Par le feu ou par le froid. L'Arménie n'étant pas encore un
pays normalement libre, chacun est libre de mourir comme il ne veut pas.
N'étant pas un pays normal, mais faisant tous ses efforts pour le
devenir, l'Arménie devrait être épargnée par
la hargne de ceux qui n'ont d'yeux que pour l'anormal sans remarquer ses
efforts pour devenir un pays comme un autre, où l'on ne meurt que
de sa mort. Sa mort naturelle, en somme.
Mais non, en Arménie, on peut vous abattre de sang-froid
en pleine rue et en plein centre ville. Ou bien vous pouvez mourir à
petit feu dans le coin sombre d'une rue où personne ne passe, une
nuit d'hiver, à l'heure où le froid s'abat sur vous sans crier
gare. Ainsi meurent la jeunesse et les personnes qui n'en ont plus. Pourquoi
? Mon Dieu, pourquoi ?
Parce que dans un pays normalement humain, les hommes ont
le souci des hommes. Chaque homme y a le souci de l'autre. C'est la norme
des pays normalement humains. Pas forcément celle des pays qui fabriquent
de la paix à coups de guerre ou qui fabriquent des maisons pour que
des hommes soient à la rue, nuit et jour, hiver comme été.

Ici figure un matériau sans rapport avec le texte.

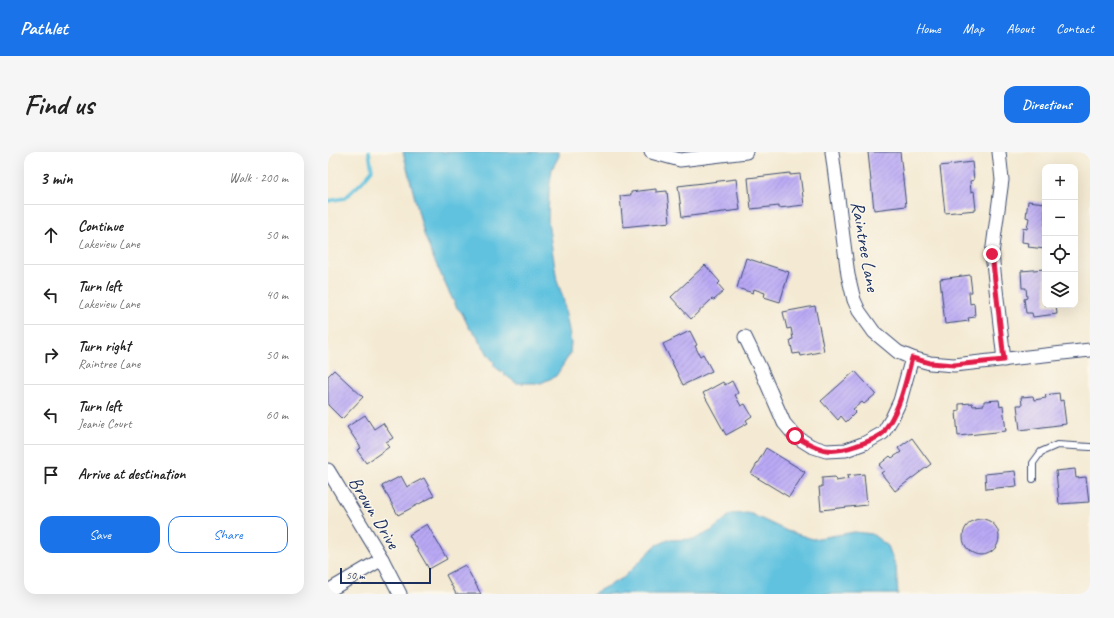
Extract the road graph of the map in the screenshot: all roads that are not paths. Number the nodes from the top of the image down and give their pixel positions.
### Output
1 (651, 152) edge
2 (746, 152) edge
3 (832, 152) edge
4 (999, 152) edge
5 (744, 337) dead end
6 (1090, 350) edge
7 (912, 358) junction
8 (1004, 360) junction
9 (1090, 447) edge
10 (328, 470) edge
11 (1033, 479) dead end
12 (382, 559) junction
13 (328, 591) edge
14 (400, 594) edge

1 - 2 street
3 - 7 street, Raintree Lane
4 - 8 street
5 - 7 street
6 - 8 street, Raintree Lane
7 - 8 street, Raintree Lane
9 - 11 lane
10 - 12 street, Brown Drive
12 - 13 street
12 - 14 street, Brown Drive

Pas forcément des pays qui ouvrent boutique sur boutique et dans
lesquelles ne peuvent entrer que des hommes normalement normés pour
ça. Pas des pays qui vous fabriquent du centre ville exotique comme
du quartier chinois, où l'homme normalement humain devient étranger
pour les autres. Forcément, il habite leurs rues, se nourrit de leurs
déchets et s'habille de rien l'été et de froid l'hiver.
Car cet homme normalement humain n'est plus dans le cours normal des choses.
C'est une âme flottante qui n'a plus d'homme ayant souci de sa personne
et personne sur qui accrocher sa douleur. En Arménie, ceux qui professent
le souci des autres, les professeurs de bonnes paroles et les évangélistes
de l'humanité, ont le temps de professer pas de courir les rues.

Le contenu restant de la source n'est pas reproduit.